Posts posted by tugela

  1. 10 hours ago, hyalinejim said:

     

    Implying a firmware fix might be possible :thumbsup:

    Not necessarily. There is more to hardware than just the processor. There is the sensor as well as the circuits interfacing it with the processor.

    Canon have a tendency of "fixing" issues like this in consumer lines through next years model (which would be the XC15), so don't hold your breath.

  2. 17 hours ago, Lamplighter55 said:

    .. and from Wikipedia 'The XC10 uses a single DIGIC DV 5, while the C300 Mark II uses a dual DIGIC DV 5 implementation.' So less sampling/super-sampling no doubt. There is also now the DIGIC DV 5+ (faster by 3x - so possibly equivalent of the dual set up in the 300 MkII) - yet to find which camera platforms it's to be used for apart from the EOS 1D X ... maybe XC15?!  

    The technical term for these artefacts is 'Quantisation error'. Which could also hint at a way to mitigate them by spreading the pixel values over a wider range of bits - in other words shifting the luma and contrast with more light, assuming under really low light (higher ISO settings) the quantisation is lost/masked in the higher digital noise

    The Digic DV5 is the same family as the Digic 7. The Digic 5+ is the same family as the Digic DV3. The processors used in stills cameras are not exactly the same as those used in the video camera, and they don't follow the same numbering convention. The XC15 uses the same processor as the XC10.

  3. I prefer the screens on cameras like the NK1 and the a7 series, because usually when using an articulated screen I want to hold it at waist level for improved stability, then look down at the screen to monitor what is on screen. With the full articulated design that Panasonic uses this forces you to have the screen sticking out to the side, which is awkward. I can see that if you were doing selfies the screen on the GH4 would be better, but for most other things the flip up/down type is superior IMO.

  4. 4 hours ago, Chris Oh said:

    huh. that m5 has same sensor as 80D and DPAF, without the bulk. but, this on product description.

    "The MP4 format’s small file size lets you fit more on a single memory card, and makes downloading and sharing quick and easy."

    I believe the M5 shoots MP4 at35 mbps, in other words the same format that is used in their consumer camcorders.

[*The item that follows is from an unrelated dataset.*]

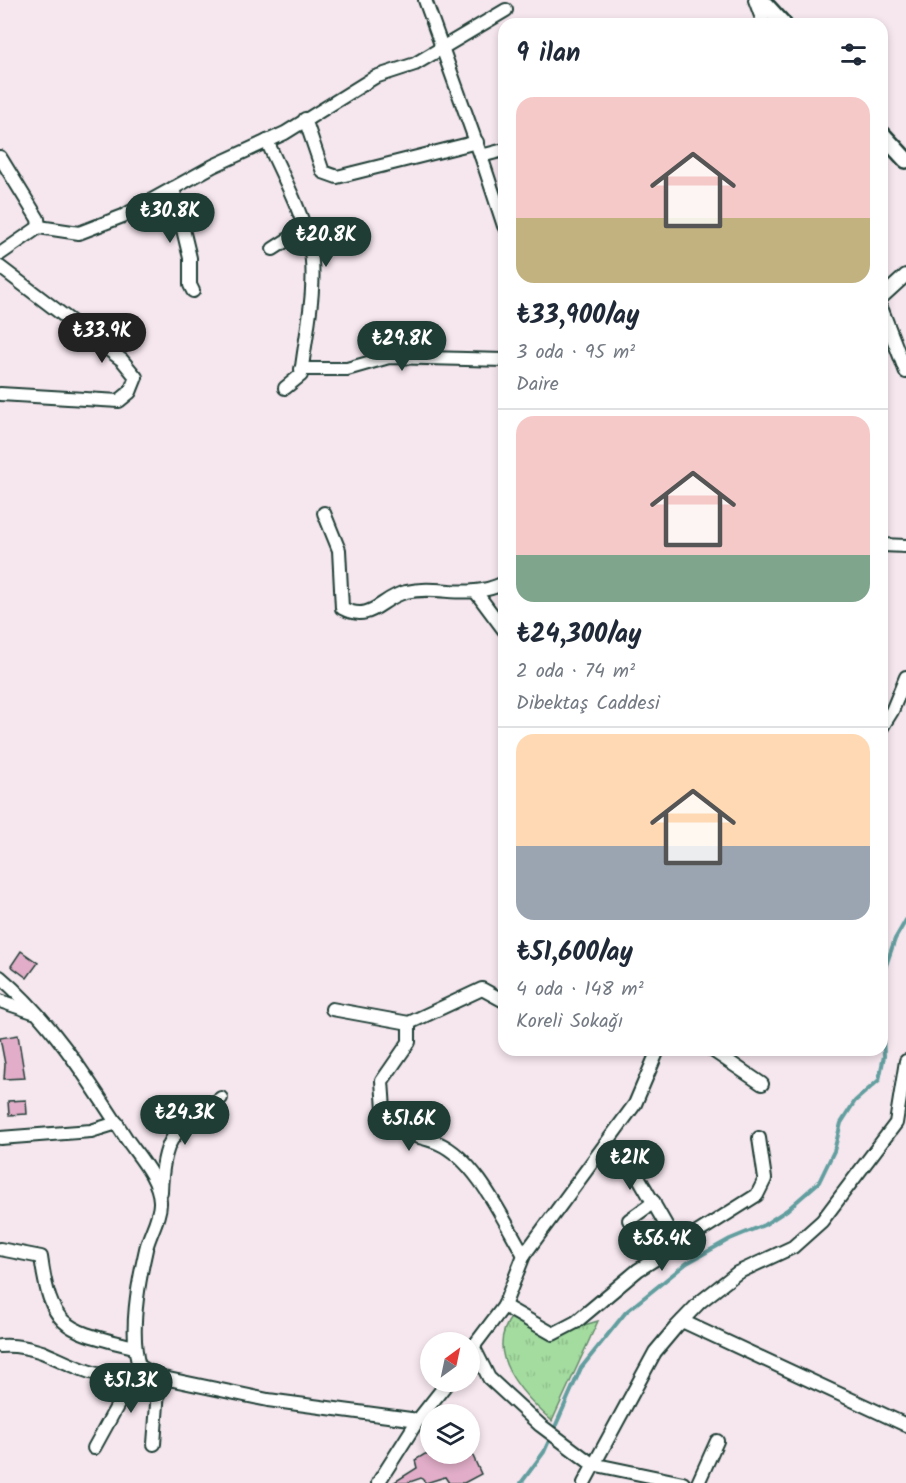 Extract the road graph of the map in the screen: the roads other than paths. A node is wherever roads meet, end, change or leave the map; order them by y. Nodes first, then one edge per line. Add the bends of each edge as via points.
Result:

  5. Like I said, don't use the body stabilization when panning. Basically what it means is that it is really effective at stabilizing a shot. Unless the camera has sophisticated algorithms for predicting intended movement as opposed to unintended movement, any camera with IBIS is going to do this. It is the nature of the beast. The image stabilization in these cameras are designed primarily for stills, which means that it may not be that useful for video. So. just turn it off if you want to pan. If you don't want to pan then it is probably going to provide a really steady platform for video. If your style is to shoot a lot of panned shots, then this camera is not for you. If you don't shoot panned shots then it is probably going to have one of the best stabilization systems around.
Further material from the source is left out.